# How to complete this task:
Give back, exactly as written, the lines of the listing from the top through the line holding "ring mcp: (504, 412)", and nothing more. Exclude pictures.

# Dataset entries:
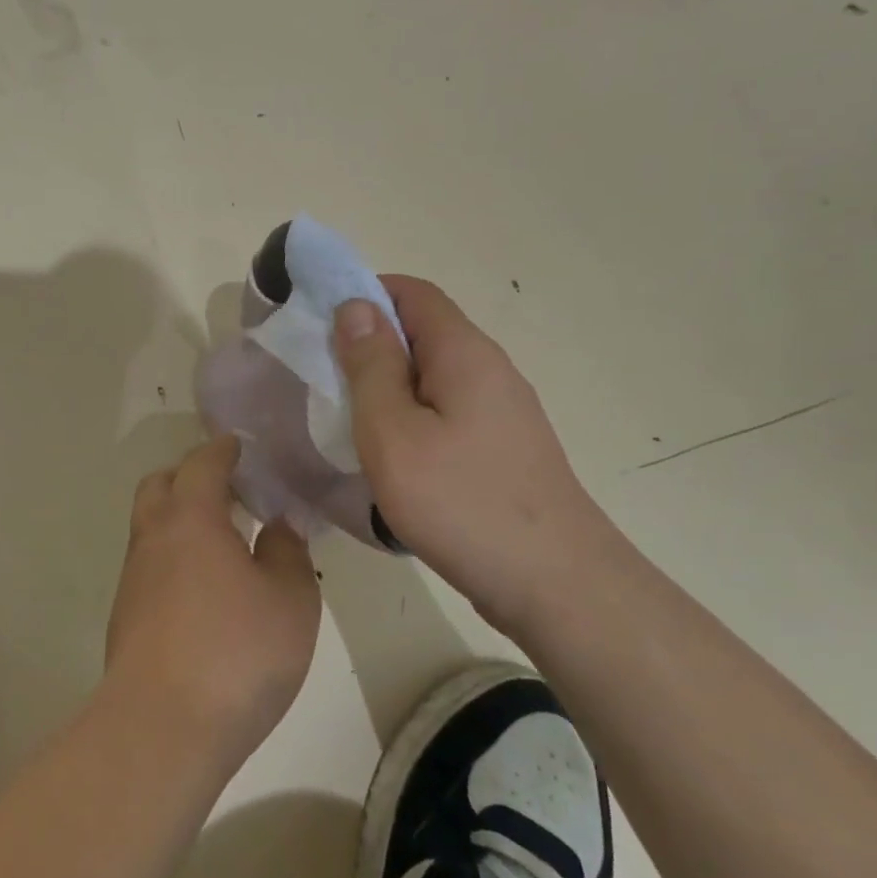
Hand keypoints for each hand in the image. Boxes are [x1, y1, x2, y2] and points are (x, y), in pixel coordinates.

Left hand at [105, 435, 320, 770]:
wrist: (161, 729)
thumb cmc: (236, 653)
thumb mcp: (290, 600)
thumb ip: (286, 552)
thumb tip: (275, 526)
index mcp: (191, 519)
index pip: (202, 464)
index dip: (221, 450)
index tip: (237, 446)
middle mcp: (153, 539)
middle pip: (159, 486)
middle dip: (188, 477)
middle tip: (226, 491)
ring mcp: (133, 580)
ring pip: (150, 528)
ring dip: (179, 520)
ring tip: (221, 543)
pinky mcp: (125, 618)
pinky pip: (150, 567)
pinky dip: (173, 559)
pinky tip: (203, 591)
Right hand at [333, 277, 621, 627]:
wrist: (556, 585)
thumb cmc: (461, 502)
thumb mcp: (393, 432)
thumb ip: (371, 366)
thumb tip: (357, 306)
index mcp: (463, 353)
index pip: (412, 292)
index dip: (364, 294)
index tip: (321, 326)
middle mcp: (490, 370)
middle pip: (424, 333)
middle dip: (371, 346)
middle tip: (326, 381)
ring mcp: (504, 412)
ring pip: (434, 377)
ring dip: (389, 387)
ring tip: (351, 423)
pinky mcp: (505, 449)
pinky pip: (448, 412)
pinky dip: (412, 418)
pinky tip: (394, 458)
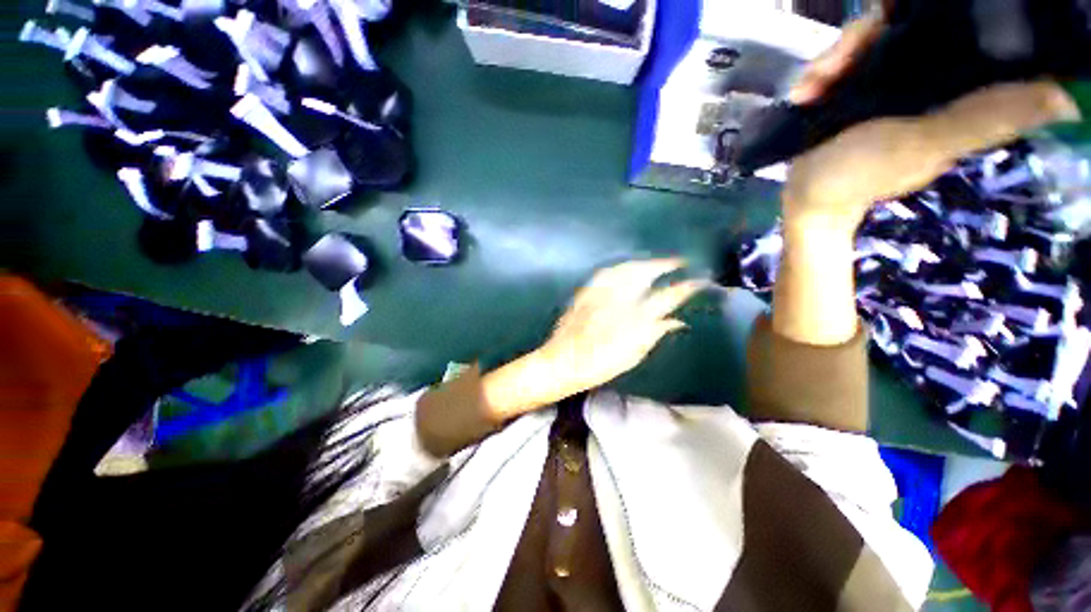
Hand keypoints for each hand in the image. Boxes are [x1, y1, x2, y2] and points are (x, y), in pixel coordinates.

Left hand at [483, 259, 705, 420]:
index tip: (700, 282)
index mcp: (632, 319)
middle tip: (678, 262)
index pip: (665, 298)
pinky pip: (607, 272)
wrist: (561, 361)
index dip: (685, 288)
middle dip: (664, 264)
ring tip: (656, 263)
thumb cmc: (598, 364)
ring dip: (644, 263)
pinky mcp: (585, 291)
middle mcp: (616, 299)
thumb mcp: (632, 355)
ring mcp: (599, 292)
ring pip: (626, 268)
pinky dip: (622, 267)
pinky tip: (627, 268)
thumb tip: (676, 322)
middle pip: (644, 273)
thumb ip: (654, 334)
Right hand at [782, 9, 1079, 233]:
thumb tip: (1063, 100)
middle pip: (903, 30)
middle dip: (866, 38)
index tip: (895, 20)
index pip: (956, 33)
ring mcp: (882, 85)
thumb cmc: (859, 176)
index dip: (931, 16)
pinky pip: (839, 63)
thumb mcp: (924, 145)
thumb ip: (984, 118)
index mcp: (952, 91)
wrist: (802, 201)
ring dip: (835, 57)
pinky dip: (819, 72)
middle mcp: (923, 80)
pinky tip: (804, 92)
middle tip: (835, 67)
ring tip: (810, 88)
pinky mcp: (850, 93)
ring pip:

# Reply to the exercise:
Hand keypoints for each hand in the image. Boxes are [x1, y1, x2, y2] and points are (x, y), in pixel coordinates.

Left hand at [105, 435, 320, 770]:
wrist: (161, 729)
thumb cmc: (236, 653)
thumb mcp: (290, 600)
thumb ip: (286, 552)
thumb tip: (275, 526)
index mcp: (191, 519)
index pip: (202, 464)
index dip: (221, 450)
index tip: (237, 446)
middle mcp: (153, 539)
middle pip: (159, 486)
middle dip: (188, 477)
middle tip: (226, 491)
ring mcp: (133, 580)
ring pip: (150, 528)
ring dip: (179, 520)
ring tip: (221, 543)
pinky mcp: (125, 618)
pinky pip: (150, 567)
pinky dip: (173, 559)
pinky tip: (203, 591)
Right hand at [333, 277, 621, 627]:
wrist: (556, 585)
thumb cmc: (461, 502)
thumb mcp: (393, 432)
thumb ip: (371, 366)
thumb tip: (357, 306)
index mcp: (463, 353)
index pip: (412, 292)
index dip: (364, 294)
index tip: (321, 326)
middle mcp: (490, 370)
middle pip: (424, 333)
middle dip: (371, 346)
middle tip: (326, 381)
ring mcp: (504, 412)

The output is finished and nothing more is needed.